Period Net Income Cash From Operations Cash From Investing Cash From Financing Net Change Free Cash Flow
Q3-2025 $-1.391M $-1.731M $0 $3.171M $1.911M $-1.794M
Q2-2025 $-8.612M $-3.572M $-20K $5.916M $-1.015M $4.831M
Q1-2025 $8.837M $-2.169M $0 $1.928M $-553K $-2.169M

Five-Year Company Overview

Income Statement

Income Statement Aptera is still a pre‑revenue company. There are effectively no product sales yet, and the core business is spending money on development and overhead without bringing in operating income.

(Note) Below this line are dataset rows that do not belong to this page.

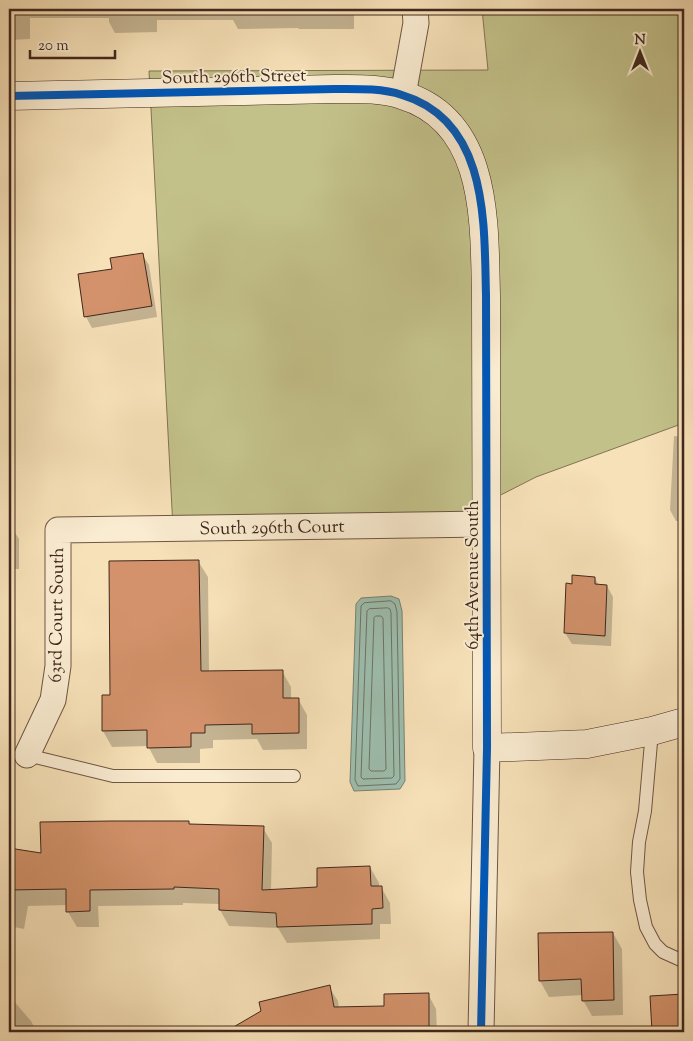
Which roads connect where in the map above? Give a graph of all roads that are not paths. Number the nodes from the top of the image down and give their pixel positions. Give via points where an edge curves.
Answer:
1 (415, 9) edge
2 (402, 95) junction
3 (9, 96) edge
4 (450, 125) joint
5 (486, 524) junction
6 (58, 530) joint
7 (684, 722) edge
8 (652, 731) junction
9 (487, 748) junction
10 (26, 755) joint
11 (294, 776) dead end
12 (683, 961) edge
13 (481, 1032) edge

1 - 2 street via 416,23
2 - 3 street, South 296th Street via 334,89
2 - 4 street, South 296th Street via 426,106
4 - 5 street, 64th Avenue South via 459,136 473,167 484,232
5 - 6 street, South 296th Court
5 - 9 street, 64th Avenue South
6 - 10 street, 63rd Court South via 58,666 52,700
7 - 8 street
8 - 9 street via 587,744
8 - 12 lane via 636,872 646,928 655,944
9 - 13 street, 64th Avenue South
10 - 11 lane via 113,776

The positive bottom‑line result in the latest year almost certainly reflects one‑off accounting items tied to its SPAC listing or capital structure, not a profitable underlying business. In practical terms, the company is loss‑making on operations, and traditional earnings metrics are not yet very informative for judging its long‑term economics.


Balance Sheet

Balance Sheet The balance sheet looks thin and heavily tilted toward obligations. The asset base is small, cash is limited, and debt stands out as large relative to what the company owns. Shareholders’ equity is negative, which means recorded liabilities exceed recorded assets. That structure signals financial fragility: there is little balance‑sheet cushion to absorb setbacks, and the company is dependent on outside financing and continued support from lenders and investors to execute its plans.


Cash Flow

Cash Flow Cash flow from the actual business is slightly negative, which is what you would expect from a company that has not begun commercial production. There is essentially no spending yet on large factories or equipment in the reported period, but those needs are likely ahead. Right now, Aptera appears to be funding itself primarily through financing activities rather than self‑generated cash. The key question going forward is whether it can secure enough fresh capital to cover higher cash burn as it moves from prototypes toward mass production.


Competitive Edge

Competitive Edge Aptera aims at a very specific niche: ultra‑efficient, solar‑assisted electric vehicles with a radical three‑wheeled design. Its strengths include a clear efficiency focus, a passionate early community, a direct‑to‑consumer model, and a product that stands out from conventional EVs. Its challenges are equally clear: no established manufacturing track record, much smaller resources than mainstream automakers, a nontraditional vehicle format that may face regulatory and insurance quirks, and the need to convince everyday drivers that a futuristic two‑seat, three‑wheel vehicle can replace a standard car. The licensing of its solar technology to other industries is a helpful way to diversify potential revenue, but the core bet remains on successfully launching and scaling its own vehicles.


Innovation and R&D

Innovation and R&D Innovation is the core of Aptera’s story. The company is pushing aerodynamic design, integrated solar panels, and lightweight composite structures, all protected by a growing patent portfolio. The vehicle architecture is intentionally simple, with few large body parts, aiming to make manufacturing less capital‑heavy than traditional car making. Aptera also plans ongoing software improvements and future vehicle variants, including larger, more conventional formats. The upside is a clear technological identity and potential for a strong moat around efficiency. The risk is execution: moving from impressive prototypes and lab data to reliable, mass‑produced vehicles that deliver on range, durability, safety, and cost is difficult, especially for a small, resource‑constrained company.


Summary

Overall, Aptera is an early‑stage, concept‑driven automaker with a bold technological vision and a very fragile financial base. The business is pre‑revenue, operating results are not yet a meaningful guide to long‑term profitability, and the balance sheet shows heavy reliance on debt and external funding with little margin for error. On the strategic side, the company occupies a unique niche in solar‑assisted, hyper‑efficient EVs, supported by patents and a strong brand among enthusiasts, but it must still prove it can industrialize its technology, navigate regulations, win mainstream customer trust, and scale production. The opportunity is significant if the concept works at volume; the uncertainty and execution risk are also very high given the current financial and operational starting point.